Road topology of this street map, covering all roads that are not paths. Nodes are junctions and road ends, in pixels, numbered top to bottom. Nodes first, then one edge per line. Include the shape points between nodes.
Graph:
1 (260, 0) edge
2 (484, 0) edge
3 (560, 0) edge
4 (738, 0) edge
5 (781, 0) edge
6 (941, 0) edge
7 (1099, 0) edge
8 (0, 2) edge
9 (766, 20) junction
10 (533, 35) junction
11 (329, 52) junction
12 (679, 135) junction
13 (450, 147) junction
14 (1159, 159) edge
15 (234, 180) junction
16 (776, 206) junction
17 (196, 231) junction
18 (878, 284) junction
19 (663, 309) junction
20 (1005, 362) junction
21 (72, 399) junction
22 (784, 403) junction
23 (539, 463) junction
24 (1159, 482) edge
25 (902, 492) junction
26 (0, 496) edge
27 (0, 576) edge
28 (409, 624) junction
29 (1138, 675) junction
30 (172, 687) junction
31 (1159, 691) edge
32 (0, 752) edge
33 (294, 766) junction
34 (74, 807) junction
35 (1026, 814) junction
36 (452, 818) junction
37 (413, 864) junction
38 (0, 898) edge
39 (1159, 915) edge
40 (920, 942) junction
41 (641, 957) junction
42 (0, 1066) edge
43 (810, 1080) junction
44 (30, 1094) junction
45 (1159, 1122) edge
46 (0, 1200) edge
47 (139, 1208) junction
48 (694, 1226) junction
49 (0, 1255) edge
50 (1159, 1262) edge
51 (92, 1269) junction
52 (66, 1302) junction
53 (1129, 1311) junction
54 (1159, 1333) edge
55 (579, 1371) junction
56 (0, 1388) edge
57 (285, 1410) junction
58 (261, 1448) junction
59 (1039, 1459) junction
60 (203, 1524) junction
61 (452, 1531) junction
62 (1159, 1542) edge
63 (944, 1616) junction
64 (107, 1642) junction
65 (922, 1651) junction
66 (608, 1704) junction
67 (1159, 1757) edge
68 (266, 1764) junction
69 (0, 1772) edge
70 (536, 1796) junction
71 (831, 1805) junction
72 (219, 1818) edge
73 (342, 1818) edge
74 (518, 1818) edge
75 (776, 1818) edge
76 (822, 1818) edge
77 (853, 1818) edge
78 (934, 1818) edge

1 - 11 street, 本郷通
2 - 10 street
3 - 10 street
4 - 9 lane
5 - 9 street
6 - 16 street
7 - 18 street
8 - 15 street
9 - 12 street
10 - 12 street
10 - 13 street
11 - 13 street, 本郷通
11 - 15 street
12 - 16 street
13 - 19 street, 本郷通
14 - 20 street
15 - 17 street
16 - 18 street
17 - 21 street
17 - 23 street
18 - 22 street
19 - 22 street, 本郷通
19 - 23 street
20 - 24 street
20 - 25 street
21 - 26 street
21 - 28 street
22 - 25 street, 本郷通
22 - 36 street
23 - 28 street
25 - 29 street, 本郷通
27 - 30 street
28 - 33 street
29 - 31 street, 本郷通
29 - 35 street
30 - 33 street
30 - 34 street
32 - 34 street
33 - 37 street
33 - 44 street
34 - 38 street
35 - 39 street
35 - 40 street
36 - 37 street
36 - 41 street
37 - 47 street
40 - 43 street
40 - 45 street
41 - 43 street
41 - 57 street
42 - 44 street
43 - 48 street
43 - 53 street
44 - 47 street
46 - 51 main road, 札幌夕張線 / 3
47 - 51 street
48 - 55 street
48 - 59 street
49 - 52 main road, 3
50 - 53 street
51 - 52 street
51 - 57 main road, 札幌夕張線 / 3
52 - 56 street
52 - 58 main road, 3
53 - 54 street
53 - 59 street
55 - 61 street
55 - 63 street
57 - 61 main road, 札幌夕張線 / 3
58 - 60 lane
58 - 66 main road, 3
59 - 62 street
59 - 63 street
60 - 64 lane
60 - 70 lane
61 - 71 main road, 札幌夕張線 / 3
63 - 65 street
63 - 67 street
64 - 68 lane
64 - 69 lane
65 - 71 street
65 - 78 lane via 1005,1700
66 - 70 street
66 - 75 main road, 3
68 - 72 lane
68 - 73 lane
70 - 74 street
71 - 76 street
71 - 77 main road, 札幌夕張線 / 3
■ ■ ■ ■ ■ ■ ■
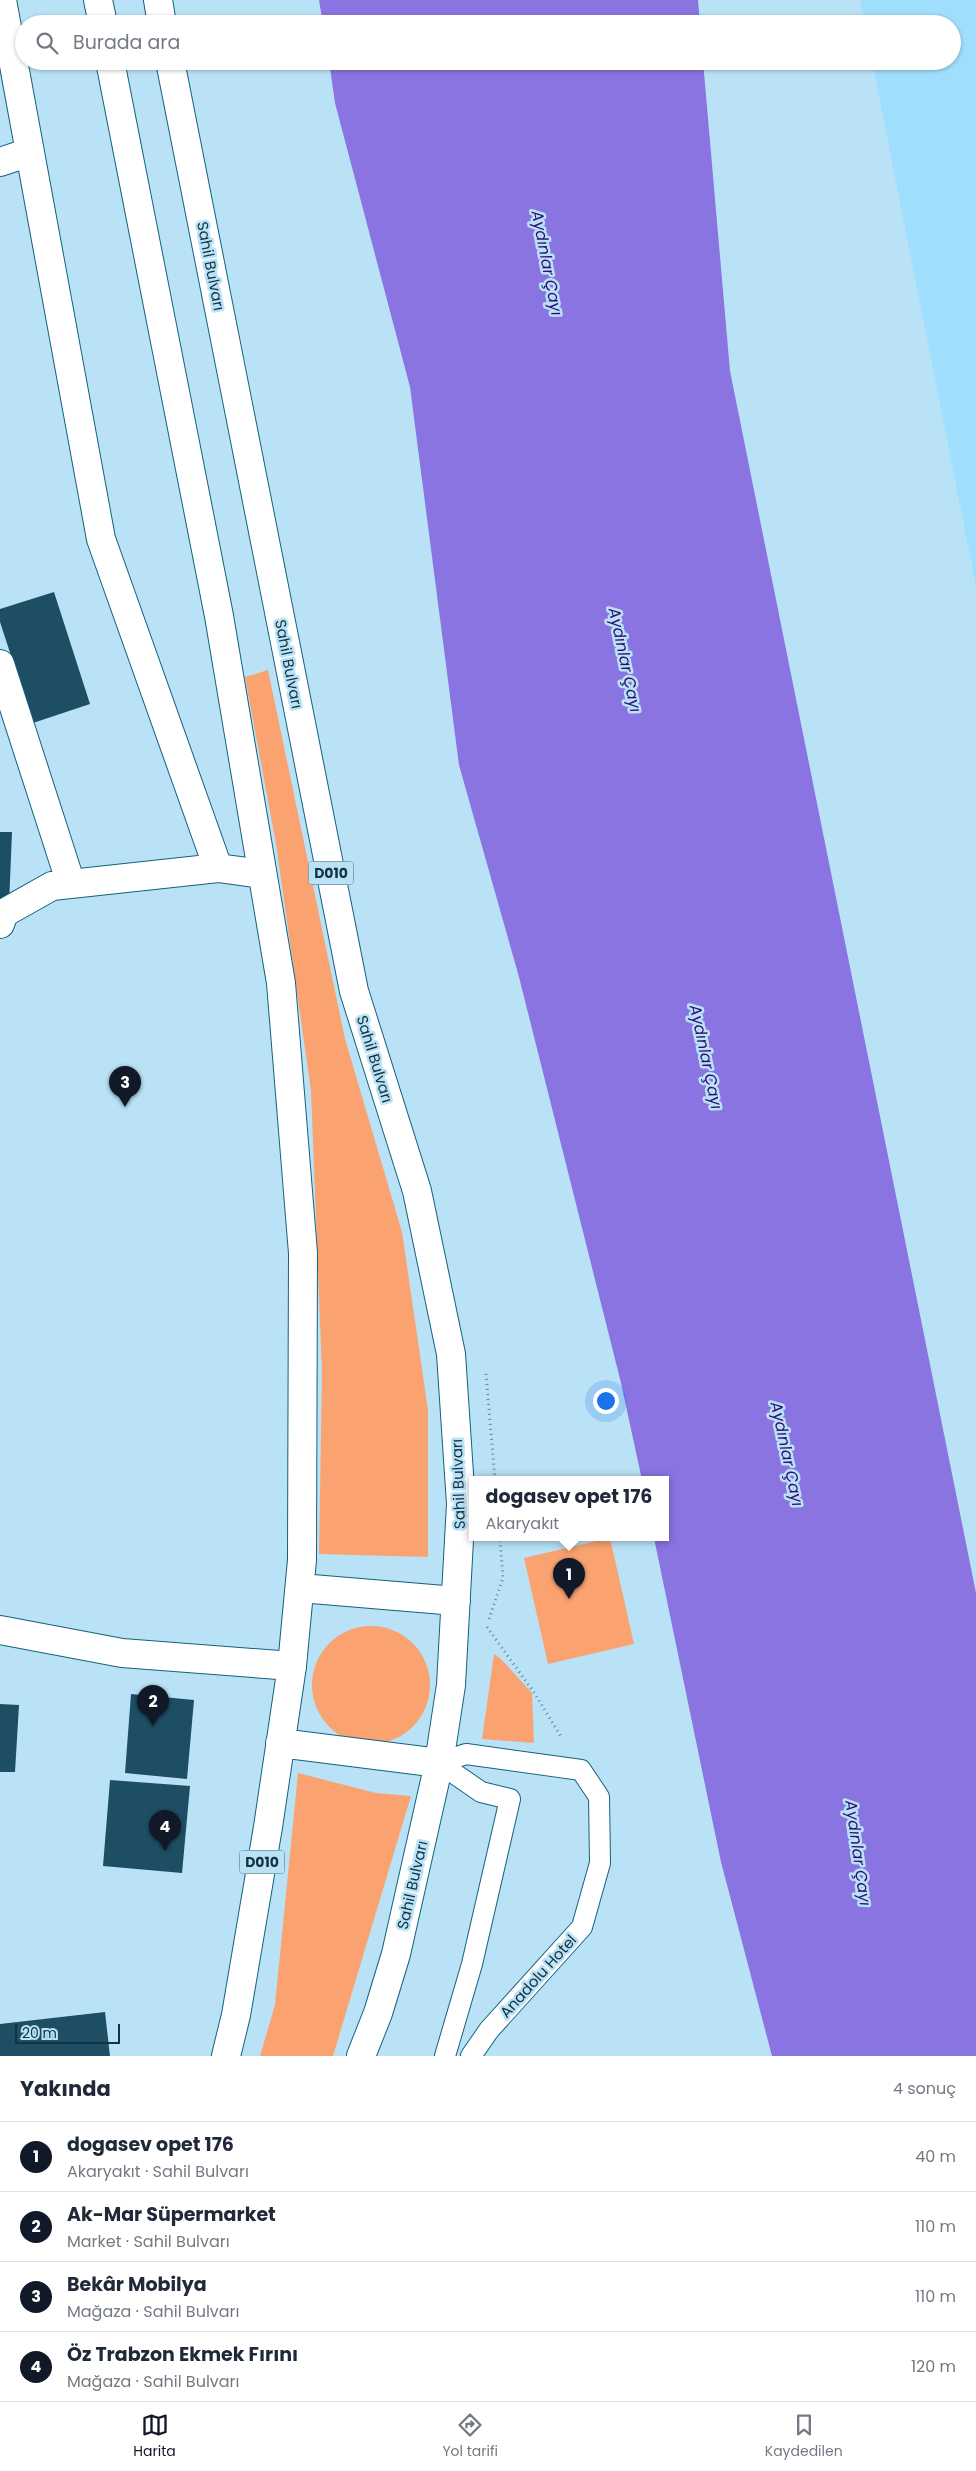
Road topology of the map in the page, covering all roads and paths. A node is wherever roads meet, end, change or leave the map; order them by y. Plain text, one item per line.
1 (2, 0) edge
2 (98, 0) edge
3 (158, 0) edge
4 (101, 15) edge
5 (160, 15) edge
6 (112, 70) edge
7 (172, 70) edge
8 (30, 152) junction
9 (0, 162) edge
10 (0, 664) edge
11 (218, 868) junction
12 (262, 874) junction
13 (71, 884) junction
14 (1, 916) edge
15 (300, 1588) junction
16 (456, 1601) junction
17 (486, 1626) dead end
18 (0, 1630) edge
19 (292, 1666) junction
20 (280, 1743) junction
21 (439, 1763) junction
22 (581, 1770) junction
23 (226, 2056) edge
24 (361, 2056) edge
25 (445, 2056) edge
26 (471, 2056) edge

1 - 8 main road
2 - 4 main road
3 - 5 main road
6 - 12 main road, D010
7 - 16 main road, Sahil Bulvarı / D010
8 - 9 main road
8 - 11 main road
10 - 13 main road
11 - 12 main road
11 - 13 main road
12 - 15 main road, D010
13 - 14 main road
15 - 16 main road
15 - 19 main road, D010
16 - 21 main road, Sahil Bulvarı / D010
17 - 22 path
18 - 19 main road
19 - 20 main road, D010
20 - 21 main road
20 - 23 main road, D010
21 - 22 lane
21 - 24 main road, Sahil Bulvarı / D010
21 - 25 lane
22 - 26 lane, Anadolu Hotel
■ ■ ■ ■ ■ ■ ■
Only lines that hold the string "Sahil" belong in the answer, so copy every one of them from the records.

Response area —
7 - 16 main road, Sahil Bulvarı / D010
16 - 21 main road, Sahil Bulvarı / D010
21 - 24 main road, Sahil Bulvarı / D010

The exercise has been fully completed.